Shawn Crowley, Atomic Object

The advantages of an agile approach: Traditional development methods (many requirements up front) often miss the deadline because they don’t give a good indication of development velocity.

The customer has no idea of what the real development velocity of the project is going to be until development starts.

Because of the lengthy requirements phase in traditional project schedules, the customer may not realize they are going to blow a deadline until they have already invested a significant amount of money.

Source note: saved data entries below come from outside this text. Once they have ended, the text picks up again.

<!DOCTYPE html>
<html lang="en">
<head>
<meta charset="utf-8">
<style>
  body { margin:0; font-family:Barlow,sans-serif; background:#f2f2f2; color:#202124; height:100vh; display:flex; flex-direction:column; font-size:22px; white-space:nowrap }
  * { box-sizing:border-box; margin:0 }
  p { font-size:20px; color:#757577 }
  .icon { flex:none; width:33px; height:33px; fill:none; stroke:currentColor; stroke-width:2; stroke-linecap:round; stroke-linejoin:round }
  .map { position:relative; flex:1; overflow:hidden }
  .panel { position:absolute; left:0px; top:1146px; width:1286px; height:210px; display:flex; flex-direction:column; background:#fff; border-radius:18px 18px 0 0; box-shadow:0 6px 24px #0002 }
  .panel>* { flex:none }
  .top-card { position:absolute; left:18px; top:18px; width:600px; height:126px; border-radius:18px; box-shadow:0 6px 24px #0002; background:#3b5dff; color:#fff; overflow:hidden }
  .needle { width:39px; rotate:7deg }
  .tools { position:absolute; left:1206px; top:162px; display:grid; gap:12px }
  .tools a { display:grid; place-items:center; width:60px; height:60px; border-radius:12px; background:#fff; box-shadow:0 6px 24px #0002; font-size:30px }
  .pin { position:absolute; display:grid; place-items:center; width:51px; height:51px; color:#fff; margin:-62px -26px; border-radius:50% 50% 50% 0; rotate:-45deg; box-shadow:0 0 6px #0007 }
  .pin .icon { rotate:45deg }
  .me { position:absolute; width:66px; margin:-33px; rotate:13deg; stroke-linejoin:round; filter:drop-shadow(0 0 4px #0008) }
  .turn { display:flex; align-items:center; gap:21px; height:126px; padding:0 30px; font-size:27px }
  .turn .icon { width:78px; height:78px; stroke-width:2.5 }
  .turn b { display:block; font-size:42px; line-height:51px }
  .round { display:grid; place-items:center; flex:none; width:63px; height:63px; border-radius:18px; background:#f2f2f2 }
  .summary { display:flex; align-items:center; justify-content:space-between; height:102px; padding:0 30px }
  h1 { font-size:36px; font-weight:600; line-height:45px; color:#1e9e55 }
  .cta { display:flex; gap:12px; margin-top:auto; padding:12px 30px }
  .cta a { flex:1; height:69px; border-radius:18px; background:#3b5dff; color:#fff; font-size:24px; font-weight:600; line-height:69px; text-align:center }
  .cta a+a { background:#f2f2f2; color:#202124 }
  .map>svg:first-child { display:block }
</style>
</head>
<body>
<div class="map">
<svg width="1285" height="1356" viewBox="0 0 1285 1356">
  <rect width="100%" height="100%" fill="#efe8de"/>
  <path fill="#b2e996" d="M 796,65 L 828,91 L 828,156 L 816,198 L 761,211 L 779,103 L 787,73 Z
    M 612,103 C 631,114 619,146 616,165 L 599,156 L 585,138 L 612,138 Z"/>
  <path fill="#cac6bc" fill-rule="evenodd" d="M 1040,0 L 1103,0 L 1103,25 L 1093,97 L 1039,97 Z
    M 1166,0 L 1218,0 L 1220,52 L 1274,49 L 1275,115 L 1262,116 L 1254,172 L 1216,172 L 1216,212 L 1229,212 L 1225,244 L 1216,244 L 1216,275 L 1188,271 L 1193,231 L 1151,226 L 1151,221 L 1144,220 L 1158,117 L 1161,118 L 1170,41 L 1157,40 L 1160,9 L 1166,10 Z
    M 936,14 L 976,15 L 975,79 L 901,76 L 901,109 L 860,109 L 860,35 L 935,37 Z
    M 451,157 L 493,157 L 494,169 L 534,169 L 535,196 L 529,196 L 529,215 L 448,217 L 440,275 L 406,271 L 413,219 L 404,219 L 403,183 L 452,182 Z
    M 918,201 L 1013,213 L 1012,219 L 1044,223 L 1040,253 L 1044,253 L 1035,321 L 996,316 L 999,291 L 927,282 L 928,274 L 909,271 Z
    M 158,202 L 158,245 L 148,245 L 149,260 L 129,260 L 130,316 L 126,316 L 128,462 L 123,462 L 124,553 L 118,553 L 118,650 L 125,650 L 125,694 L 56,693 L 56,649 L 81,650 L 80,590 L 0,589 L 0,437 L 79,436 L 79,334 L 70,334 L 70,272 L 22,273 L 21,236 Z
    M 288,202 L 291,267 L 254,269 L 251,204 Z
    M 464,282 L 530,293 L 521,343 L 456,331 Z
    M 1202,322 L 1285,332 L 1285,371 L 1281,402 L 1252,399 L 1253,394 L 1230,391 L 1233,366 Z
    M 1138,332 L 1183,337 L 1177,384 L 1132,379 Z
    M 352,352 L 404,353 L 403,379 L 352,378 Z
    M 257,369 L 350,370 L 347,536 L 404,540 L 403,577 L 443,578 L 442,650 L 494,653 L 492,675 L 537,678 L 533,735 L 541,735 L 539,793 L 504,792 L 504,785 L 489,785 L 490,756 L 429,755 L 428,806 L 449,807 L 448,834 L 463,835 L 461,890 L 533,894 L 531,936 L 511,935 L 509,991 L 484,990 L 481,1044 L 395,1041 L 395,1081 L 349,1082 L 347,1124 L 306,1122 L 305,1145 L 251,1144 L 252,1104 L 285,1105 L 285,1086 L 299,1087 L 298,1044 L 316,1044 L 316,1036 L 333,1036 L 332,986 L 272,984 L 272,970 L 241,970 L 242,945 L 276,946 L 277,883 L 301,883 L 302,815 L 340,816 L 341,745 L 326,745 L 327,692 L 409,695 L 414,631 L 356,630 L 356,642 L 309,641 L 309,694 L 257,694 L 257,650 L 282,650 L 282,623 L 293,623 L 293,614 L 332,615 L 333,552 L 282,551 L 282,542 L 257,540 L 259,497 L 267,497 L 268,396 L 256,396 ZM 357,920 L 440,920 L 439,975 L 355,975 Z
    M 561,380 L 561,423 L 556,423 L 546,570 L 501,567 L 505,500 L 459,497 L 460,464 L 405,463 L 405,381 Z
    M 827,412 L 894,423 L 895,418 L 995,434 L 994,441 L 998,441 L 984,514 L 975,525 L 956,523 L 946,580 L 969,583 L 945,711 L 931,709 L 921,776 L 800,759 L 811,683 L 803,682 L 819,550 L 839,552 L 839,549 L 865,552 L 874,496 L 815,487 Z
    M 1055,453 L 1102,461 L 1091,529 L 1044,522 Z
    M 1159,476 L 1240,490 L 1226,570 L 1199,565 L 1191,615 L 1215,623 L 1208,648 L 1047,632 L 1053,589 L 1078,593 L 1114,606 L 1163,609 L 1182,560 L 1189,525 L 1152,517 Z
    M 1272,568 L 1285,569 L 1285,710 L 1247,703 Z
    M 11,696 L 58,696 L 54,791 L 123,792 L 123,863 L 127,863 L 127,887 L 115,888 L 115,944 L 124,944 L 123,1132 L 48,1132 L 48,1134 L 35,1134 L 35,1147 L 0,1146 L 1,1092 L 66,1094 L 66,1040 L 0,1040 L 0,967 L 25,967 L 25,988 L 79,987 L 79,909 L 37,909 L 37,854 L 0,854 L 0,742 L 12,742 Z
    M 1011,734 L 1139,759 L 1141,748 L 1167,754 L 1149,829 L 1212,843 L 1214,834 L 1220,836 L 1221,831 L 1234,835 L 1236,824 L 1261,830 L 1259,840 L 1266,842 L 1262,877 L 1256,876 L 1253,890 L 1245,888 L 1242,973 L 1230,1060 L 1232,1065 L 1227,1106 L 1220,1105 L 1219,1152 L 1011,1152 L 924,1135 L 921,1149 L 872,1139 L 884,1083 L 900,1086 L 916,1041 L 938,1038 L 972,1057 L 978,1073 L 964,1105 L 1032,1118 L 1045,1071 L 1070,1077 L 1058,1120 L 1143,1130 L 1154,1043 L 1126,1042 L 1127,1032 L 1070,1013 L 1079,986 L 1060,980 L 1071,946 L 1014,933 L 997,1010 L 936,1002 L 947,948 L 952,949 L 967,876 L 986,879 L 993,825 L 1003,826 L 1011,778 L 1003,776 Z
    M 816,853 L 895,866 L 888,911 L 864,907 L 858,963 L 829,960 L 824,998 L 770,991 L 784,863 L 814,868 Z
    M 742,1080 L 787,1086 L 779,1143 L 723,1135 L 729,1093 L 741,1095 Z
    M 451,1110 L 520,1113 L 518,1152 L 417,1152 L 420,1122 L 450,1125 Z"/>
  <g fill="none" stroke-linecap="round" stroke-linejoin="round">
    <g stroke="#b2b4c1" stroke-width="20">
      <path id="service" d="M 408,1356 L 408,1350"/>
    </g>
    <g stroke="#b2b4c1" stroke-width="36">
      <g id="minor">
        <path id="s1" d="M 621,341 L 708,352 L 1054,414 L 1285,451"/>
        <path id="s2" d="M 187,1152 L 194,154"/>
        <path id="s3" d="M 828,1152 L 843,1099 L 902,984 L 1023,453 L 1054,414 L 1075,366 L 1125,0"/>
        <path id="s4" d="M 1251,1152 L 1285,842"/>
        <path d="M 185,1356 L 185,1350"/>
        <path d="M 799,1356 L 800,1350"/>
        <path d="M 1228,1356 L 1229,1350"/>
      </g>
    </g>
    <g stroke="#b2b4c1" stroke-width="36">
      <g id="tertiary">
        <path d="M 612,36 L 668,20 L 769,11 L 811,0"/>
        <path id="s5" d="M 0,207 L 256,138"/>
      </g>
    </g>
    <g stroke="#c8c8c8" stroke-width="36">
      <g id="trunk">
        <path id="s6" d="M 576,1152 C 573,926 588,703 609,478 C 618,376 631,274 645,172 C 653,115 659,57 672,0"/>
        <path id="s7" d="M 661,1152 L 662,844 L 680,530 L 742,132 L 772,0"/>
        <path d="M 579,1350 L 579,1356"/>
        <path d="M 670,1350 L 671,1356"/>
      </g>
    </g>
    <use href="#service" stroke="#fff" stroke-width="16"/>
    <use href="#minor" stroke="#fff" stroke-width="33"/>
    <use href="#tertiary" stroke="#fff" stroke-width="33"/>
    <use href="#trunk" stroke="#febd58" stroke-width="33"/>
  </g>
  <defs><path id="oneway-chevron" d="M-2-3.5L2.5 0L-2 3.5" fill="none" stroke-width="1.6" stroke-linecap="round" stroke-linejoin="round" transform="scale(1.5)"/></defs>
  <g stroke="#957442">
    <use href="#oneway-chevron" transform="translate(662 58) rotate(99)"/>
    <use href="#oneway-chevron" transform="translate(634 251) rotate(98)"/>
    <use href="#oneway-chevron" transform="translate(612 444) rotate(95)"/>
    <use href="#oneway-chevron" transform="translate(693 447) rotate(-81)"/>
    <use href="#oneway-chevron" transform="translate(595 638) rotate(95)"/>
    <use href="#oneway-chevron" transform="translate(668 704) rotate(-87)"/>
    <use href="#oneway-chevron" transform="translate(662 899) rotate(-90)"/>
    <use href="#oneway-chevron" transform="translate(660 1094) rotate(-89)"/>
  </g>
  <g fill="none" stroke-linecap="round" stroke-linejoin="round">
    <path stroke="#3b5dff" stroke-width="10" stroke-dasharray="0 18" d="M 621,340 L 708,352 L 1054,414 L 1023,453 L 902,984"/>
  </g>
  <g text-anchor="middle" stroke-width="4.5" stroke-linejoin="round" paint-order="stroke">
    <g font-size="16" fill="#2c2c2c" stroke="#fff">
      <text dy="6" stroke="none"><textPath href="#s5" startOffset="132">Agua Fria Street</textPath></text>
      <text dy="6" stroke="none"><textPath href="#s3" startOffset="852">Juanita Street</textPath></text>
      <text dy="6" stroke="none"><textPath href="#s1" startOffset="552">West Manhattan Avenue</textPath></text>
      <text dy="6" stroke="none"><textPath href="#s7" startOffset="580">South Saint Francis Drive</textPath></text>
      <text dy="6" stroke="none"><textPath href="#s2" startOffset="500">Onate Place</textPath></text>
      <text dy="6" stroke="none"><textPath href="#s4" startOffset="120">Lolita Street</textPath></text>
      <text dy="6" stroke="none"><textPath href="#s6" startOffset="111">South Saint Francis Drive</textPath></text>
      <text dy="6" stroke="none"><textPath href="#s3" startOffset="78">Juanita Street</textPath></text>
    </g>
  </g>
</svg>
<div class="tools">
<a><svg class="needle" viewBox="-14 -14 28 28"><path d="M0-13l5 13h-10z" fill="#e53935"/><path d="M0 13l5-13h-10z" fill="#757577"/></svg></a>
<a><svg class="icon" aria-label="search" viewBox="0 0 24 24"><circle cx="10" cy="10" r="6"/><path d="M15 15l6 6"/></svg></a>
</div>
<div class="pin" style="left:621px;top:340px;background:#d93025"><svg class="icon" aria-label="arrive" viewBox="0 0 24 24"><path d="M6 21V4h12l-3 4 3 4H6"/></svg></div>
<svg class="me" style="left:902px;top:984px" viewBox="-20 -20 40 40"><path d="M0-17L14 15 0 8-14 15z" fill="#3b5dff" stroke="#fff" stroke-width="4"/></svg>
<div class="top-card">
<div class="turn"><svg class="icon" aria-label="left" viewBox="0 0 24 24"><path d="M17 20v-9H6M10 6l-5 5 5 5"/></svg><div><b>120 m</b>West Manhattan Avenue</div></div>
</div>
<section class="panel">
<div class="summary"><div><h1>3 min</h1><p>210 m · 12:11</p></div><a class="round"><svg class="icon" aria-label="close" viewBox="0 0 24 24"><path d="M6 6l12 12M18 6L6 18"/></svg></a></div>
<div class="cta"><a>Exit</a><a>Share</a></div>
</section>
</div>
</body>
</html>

Agile processes give the customer more decision making power . A project’s development velocity can be seen right away, giving the customer a better indicator if they are going to hit their date. This timely information call allow the customer to take controlled actions like:

  • Reduce scope
  • Extend schedule

Usually hitting the date is the most important because being on time is what most people will remember.

Importance of tests:

One of the most important things to the customer is for the development effort to be predictable. The best way to be predictable is to have running tested features. It is import to look at a burn down chart as running, tested, features. Without tests you may be putting defects (negative features) into the software. Your curve may not be where you think it is if there are defects lurking in the software. A possible remedy for a lack of tests is putting a block of time for testing into the schedule after development. The trouble with adding a testing phase is that no one has a real indicator of how long the testing phase will take.

It is important to have to layers of testing. Unit tests provide a way for the developer to know that their code is doing what they think it is doing. Units tests are not enough though because they do not assert what the customer wants as features (that is the job of system tests).

System tests (automated customer tests) need to be part of the feedback loop between the customer and the developer. These tests will tell that a feature is done. When a feature is too large, try to reduce the scope of the story to a minimal thing that the customer can recognize as progress. Bugs are easier to identify when the scope of a feature is smaller.

Refactoring:

The software’s design should follow the growth of the features. No frameworks up front. If a design is good enough for today, is good enough to add one more feature. After a feature is put into the software, see if it adds an ugly blob to the software and refactor it if it does.

A design that is inadequate for tomorrow is inadequate for today. Don’t sit with bad design when adding features (refactor as necessary).

Most important development skills:

  • Small features
  • Short iterations
  • Testing
    • Test driven development
    • Customer acceptance testing
  • Refactoring

A video of Ron Jeffries' presentation is available on Google Video.